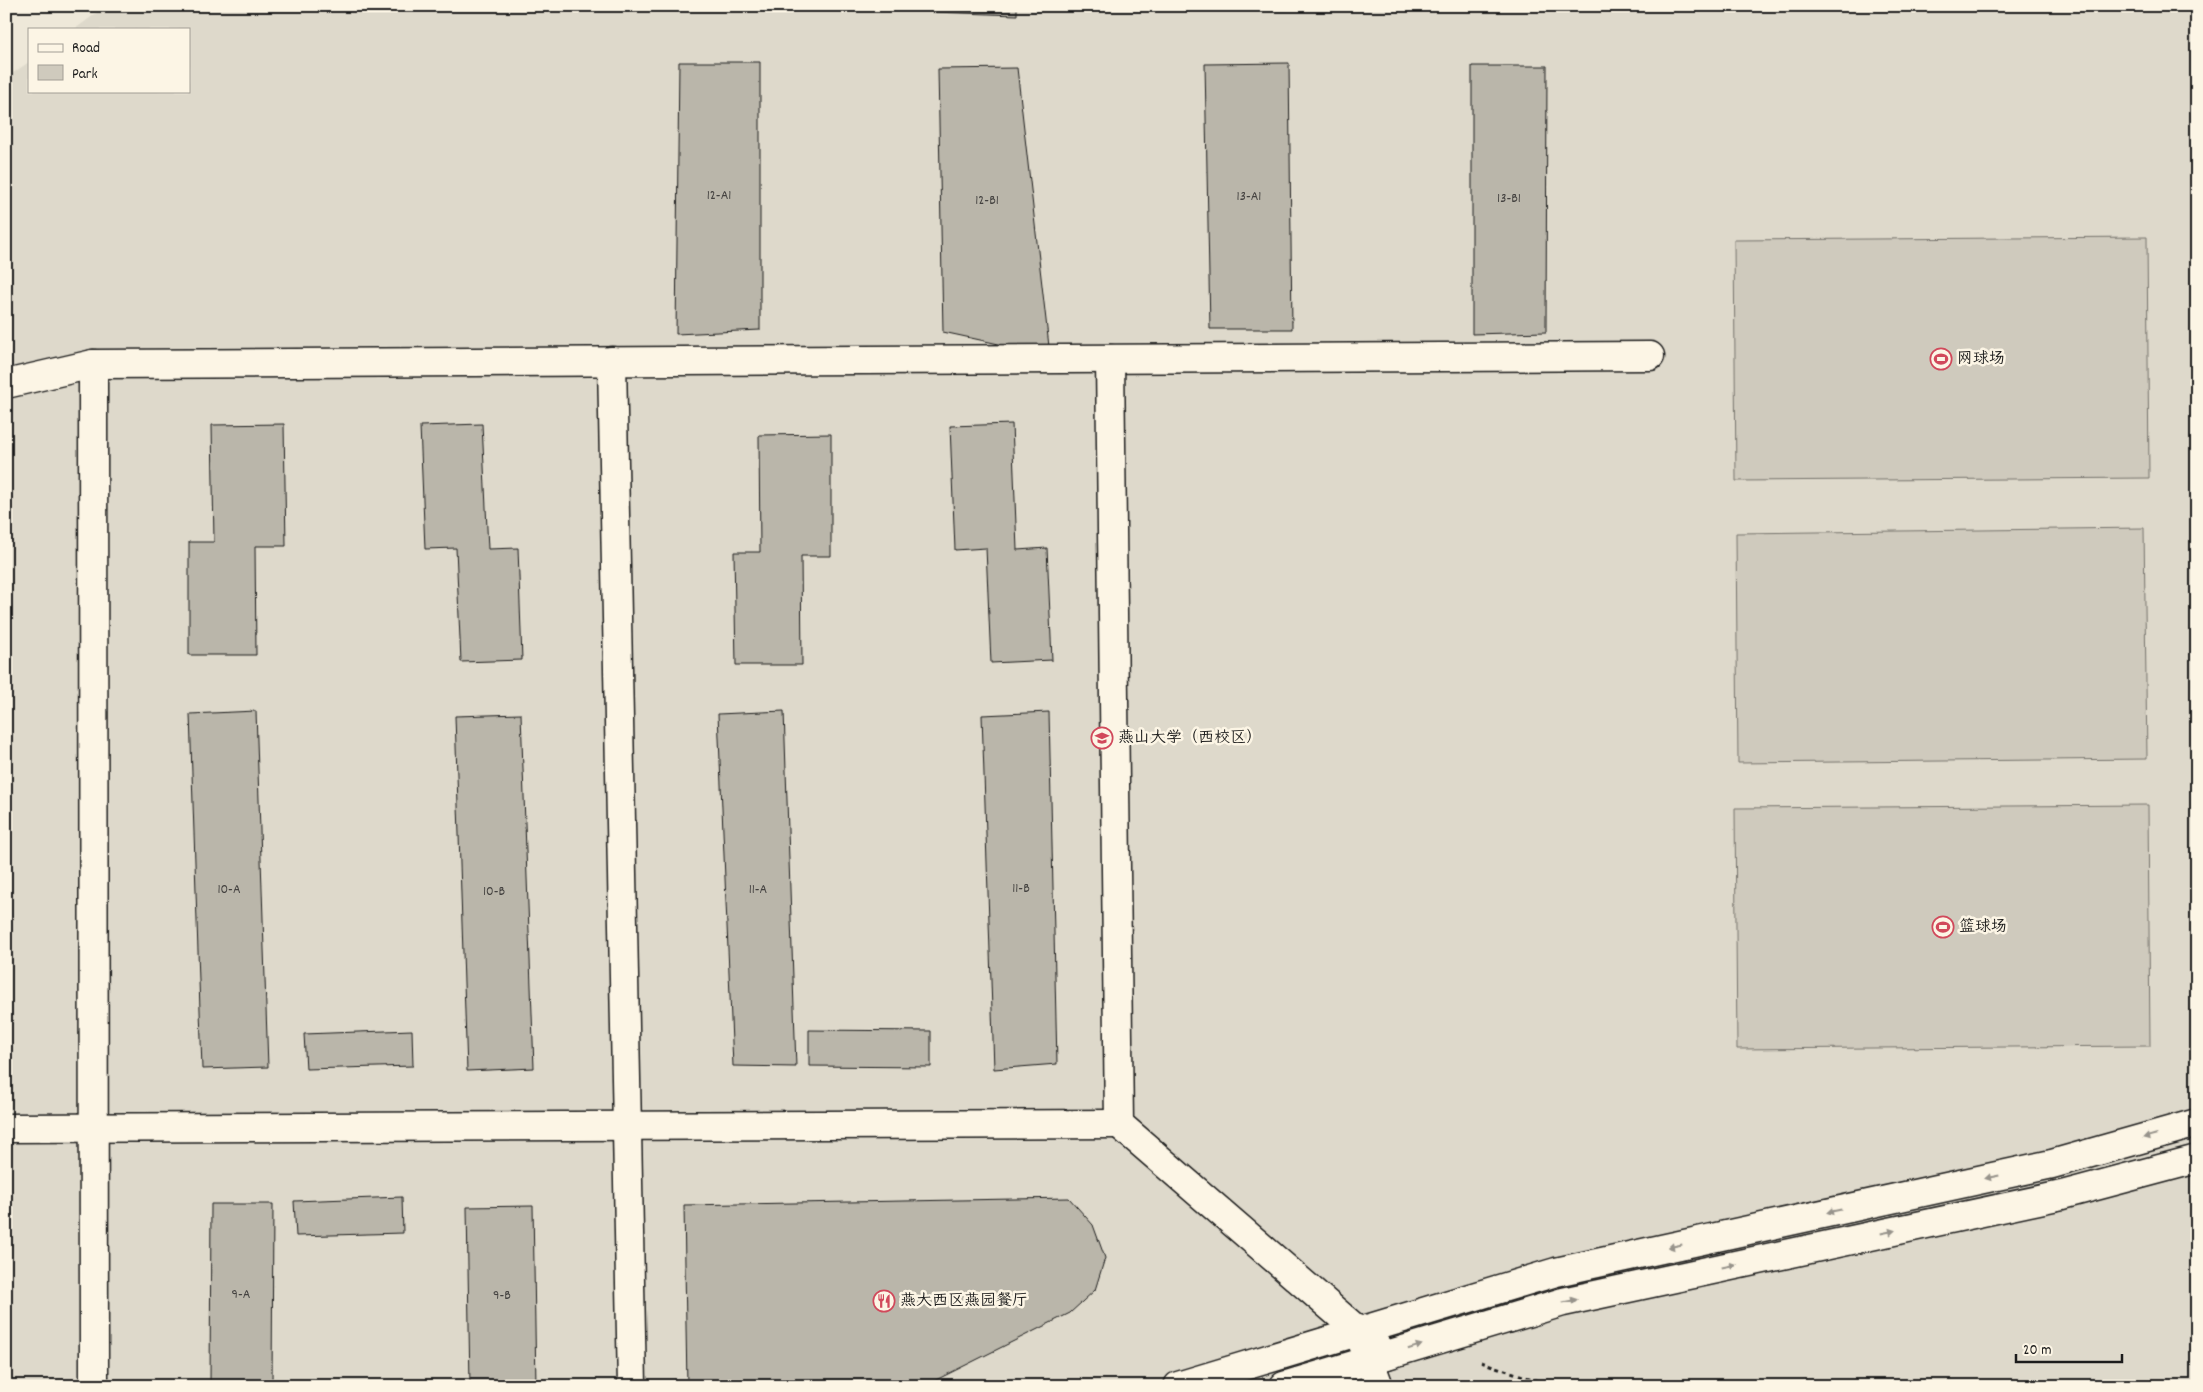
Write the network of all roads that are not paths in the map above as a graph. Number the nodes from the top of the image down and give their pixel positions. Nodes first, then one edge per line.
1 (1650, 356) dead end
2 (1110, 358) junction
3 (612, 361) junction
4 (92, 364) junction
5 (6, 384) edge
6 (2197, 1123) edge
7 (1119, 1124) junction
8 (628, 1125) junction
9 (94, 1127) junction
10 (6, 1128) edge
11 (2197, 1159) edge
12 (1358, 1331) junction
13 (1378, 1358) junction
14 (94, 1386) edge
15 (632, 1386) edge
16 (1178, 1386) edge
17 (1284, 1386) edge
18 (1379, 1386) edge

1 - 2 street
2 - 3 street
2 - 7 street
3 - 4 street
3 - 8 street
4 - 5 street
4 - 9 street
6 -> 12 street
7 - 8 street
7 - 12 street
8 - 9 street
8 - 15 street
9 - 10 street
9 - 14 street
13 -> 11 street
12 - 13 street
12 - 16 street
13 - 17 street
13 - 18 street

- Exercise aim -
Working from the material above, transcribe it exactly while omitting pictures.

- Result -
Write the network of all roads that are not paths in the map above as a graph. Number the nodes from the top of the image down and give their pixel positions. Nodes first, then one edge per line.
1 (1650, 356) dead end
2 (1110, 358) junction
3 (612, 361) junction
4 (92, 364) junction
5 (6, 384) edge
6 (2197, 1123) edge
7 (1119, 1124) junction
8 (628, 1125) junction
9 (94, 1127) junction
10 (6, 1128) edge
11 (2197, 1159) edge
12 (1358, 1331) junction
13 (1378, 1358) junction
14 (94, 1386) edge
15 (632, 1386) edge
16 (1178, 1386) edge
17 (1284, 1386) edge
18 (1379, 1386) edge

1 - 2 street
2 - 3 street
2 - 7 street
3 - 4 street
3 - 8 street
4 - 5 street
4 - 9 street
6 -> 12 street
7 - 8 street
7 - 12 street
8 - 9 street
8 - 15 street
9 - 10 street
9 - 14 street
13 -> 11 street
12 - 13 street
12 - 16 street
13 - 17 street
13 - 18 street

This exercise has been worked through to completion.